Nevertheless, Lee praised the government for providing support for a safer cyberspace and for Pikom, which represents 80% of the tech sector in Malaysia.

More organisations, however, should increase efforts to build trust among consumers, says Microsoft Malaysia national technology officer Dr Dzahar Mansor.

“Only 24% of consumers in Malaysia believe that their personal data will be treated in a trustworthy manner by organisations offering digital services, ” he says.

Yet, despite widespread awareness of the dangers of poorly secured identities and passwords, customers are still our weakest link, Dr Dzahar adds.

“In fact, 63% of all confirmed data breaches involved weak, default or stolen passwords.

“We would advise people to be more vigilant and proactive when dealing with cybersecurity threats, including exerting greater caution and backing up important files so they can be restored if encrypted by ransomware, ” he urges.

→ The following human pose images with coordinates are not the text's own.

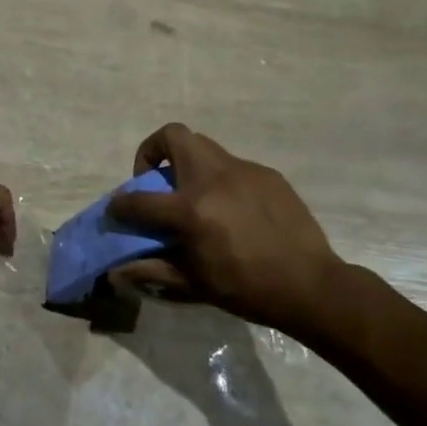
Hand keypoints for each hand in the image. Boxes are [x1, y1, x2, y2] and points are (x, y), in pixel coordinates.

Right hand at [109, 124, 346, 332]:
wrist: (311, 286)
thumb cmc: (247, 289)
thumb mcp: (193, 284)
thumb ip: (151, 271)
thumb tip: (115, 273)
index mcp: (191, 210)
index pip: (139, 199)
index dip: (120, 204)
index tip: (117, 209)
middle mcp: (213, 179)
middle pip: (174, 136)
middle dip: (153, 151)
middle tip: (156, 180)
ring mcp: (243, 171)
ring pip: (204, 147)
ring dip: (188, 164)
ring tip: (194, 197)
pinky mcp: (267, 175)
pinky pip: (233, 167)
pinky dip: (221, 181)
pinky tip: (232, 211)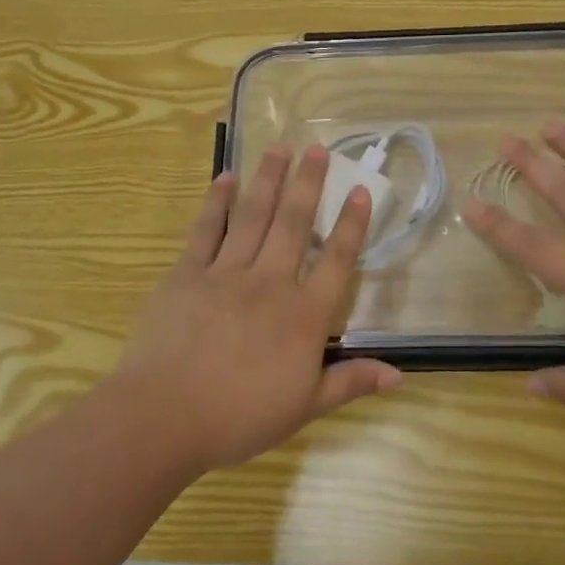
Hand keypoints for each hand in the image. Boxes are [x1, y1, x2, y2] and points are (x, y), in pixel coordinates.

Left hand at [105, 145, 400, 473]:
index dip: (350, 225)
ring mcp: (226, 274)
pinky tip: (227, 178)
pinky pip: (206, 230)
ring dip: (268, 180)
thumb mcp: (305, 407)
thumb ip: (351, 382)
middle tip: (318, 148)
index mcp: (303, 316)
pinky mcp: (187, 274)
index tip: (359, 190)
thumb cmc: (240, 417)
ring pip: (253, 217)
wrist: (164, 417)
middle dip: (309, 183)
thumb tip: (399, 375)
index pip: (336, 261)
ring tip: (279, 148)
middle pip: (294, 224)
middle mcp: (270, 283)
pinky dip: (218, 202)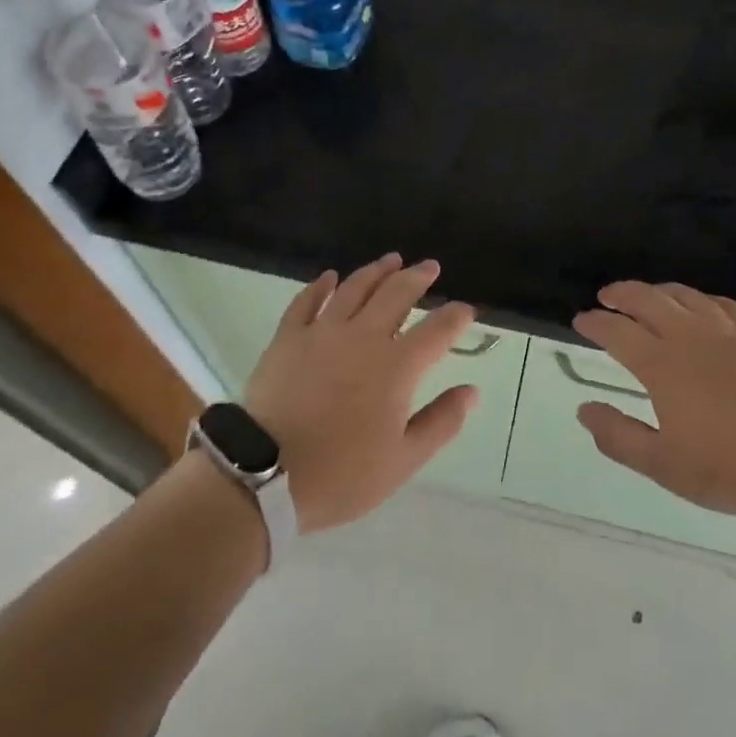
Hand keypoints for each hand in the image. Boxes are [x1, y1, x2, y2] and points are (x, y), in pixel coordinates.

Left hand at [241, 253, 479, 532]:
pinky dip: (321, 286)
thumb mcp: (403, 460)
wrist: (263, 476)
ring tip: (391, 260)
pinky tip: (330, 277)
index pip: (437, 330)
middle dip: (418, 278)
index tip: (466, 309)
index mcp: (397, 366)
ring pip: (355, 288)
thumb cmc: (341, 474)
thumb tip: (472, 391)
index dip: (456, 316)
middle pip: (396, 294)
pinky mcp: (288, 338)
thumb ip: (441, 422)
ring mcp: (322, 332)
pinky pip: (306, 301)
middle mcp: (364, 337)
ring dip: (377, 271)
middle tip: (430, 266)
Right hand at [573, 282, 735, 520]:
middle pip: (648, 299)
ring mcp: (728, 331)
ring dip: (660, 291)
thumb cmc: (731, 466)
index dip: (596, 322)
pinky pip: (724, 304)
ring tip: (649, 295)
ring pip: (685, 295)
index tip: (582, 320)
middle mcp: (689, 336)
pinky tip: (704, 306)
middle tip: (607, 296)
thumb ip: (619, 436)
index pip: (617, 331)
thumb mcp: (664, 465)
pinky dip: (703, 300)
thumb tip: (585, 409)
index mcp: (661, 365)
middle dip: (622, 293)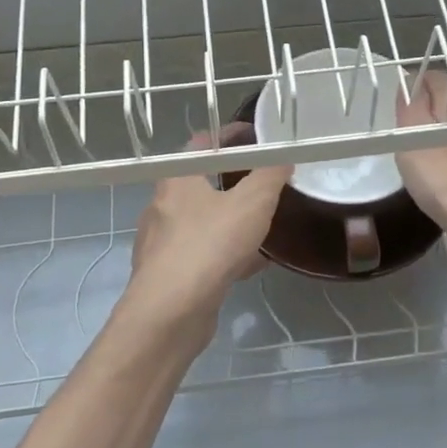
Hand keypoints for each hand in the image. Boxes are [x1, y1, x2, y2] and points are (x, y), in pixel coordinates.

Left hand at [122, 123, 289, 345]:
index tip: (256, 136)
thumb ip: (270, 176)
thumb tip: (282, 159)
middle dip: (234, 180)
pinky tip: (254, 264)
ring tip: (264, 222)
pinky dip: (228, 252)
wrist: (171, 312)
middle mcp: (164, 206)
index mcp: (177, 178)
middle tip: (265, 180)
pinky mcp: (170, 275)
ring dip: (232, 218)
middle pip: (201, 182)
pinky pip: (204, 253)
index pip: (201, 143)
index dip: (230, 135)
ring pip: (204, 221)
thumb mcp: (252, 202)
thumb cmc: (210, 245)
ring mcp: (163, 242)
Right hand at [394, 70, 446, 264]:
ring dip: (435, 138)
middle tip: (398, 127)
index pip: (437, 79)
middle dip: (424, 110)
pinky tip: (436, 180)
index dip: (414, 82)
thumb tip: (409, 83)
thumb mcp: (415, 139)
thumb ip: (410, 109)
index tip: (393, 98)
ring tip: (411, 154)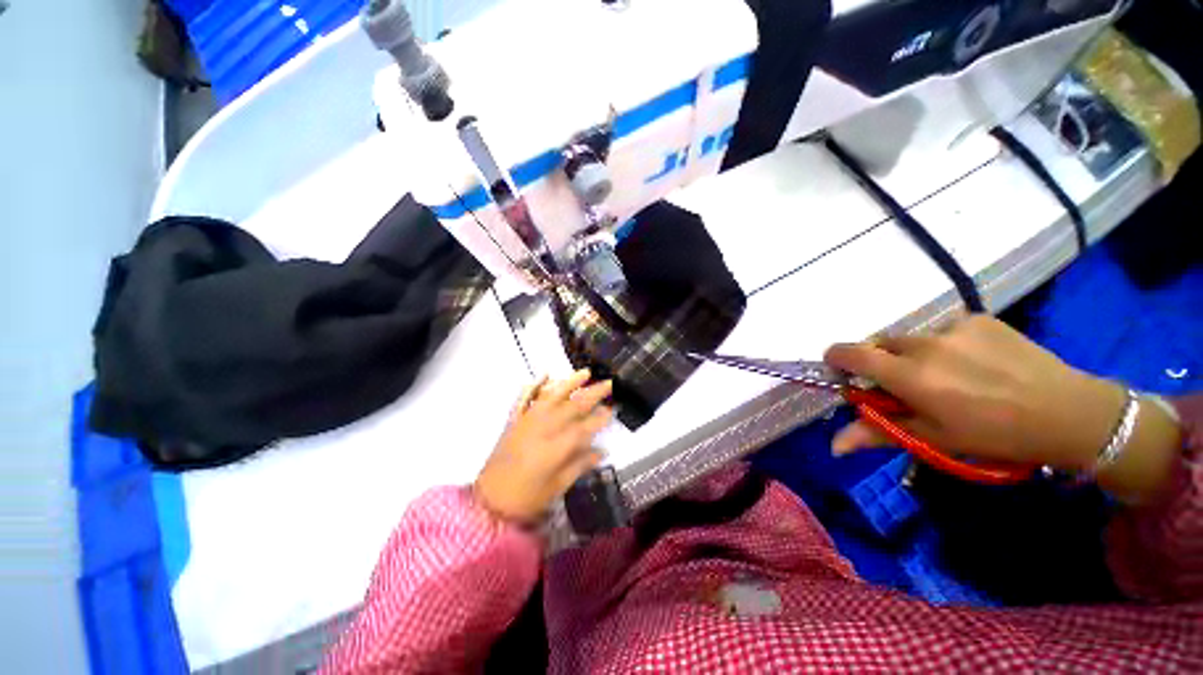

Another trend is the use of outdated or pirated software, which remains prevalent despite widespread awareness of its risks.

“With over 75 billion mobile devices anticipated to be in use globally in 2020, gaps in outdated software and unsecured devices provide a wide range of vulnerabilities for cyber attackers to exploit, ” he points out.

As such, Dr Dzahar advises everyone to ensure that the software they are using is authentic, up-to-date and secure.

CyberSecurity Malaysia chief executive officer Datuk Dr Amirudin Abdul Wahab concurs that the fraudulent use of payment networks and data theft have gone up.

“There are several forms of cyberattacks where criminals look for vulnerabilities associated with the technology and use it to their advantage to trick people.

“For example, the 2012 Google Wallet was hacked and exposed user PINs which eventually made it available for the perpetrators to login to accounts for their own use, ” he illustrates.

In another incident, the Starbucks app was hacked in May 2015, which automatically withdrew funds from a user’s bank, credit, or PayPal accounts.

“In Malaysia, there were a few cases reported on users’ bank accounts being manipulated.

“For example, a user receives a TAC number through SMS, which was generated by someone who had access to the user’s account and made an illegal transaction without the user knowing about it, ” Dr Amirudin explains.

The perpetrator then sends a message to the user explaining that he had accidentally key-in the wrong mobile phone number belonging to the user and asks the user to share the TAC code with the perpetrator.

Right after the TAC number is shared, the money in the user’s bank account can be drained out.

“This is one of the tactics being widely used by criminals by manipulating the banking system and processes, ” he highlights.

Other cyber threats and risks include email hacking, malware and ransomware.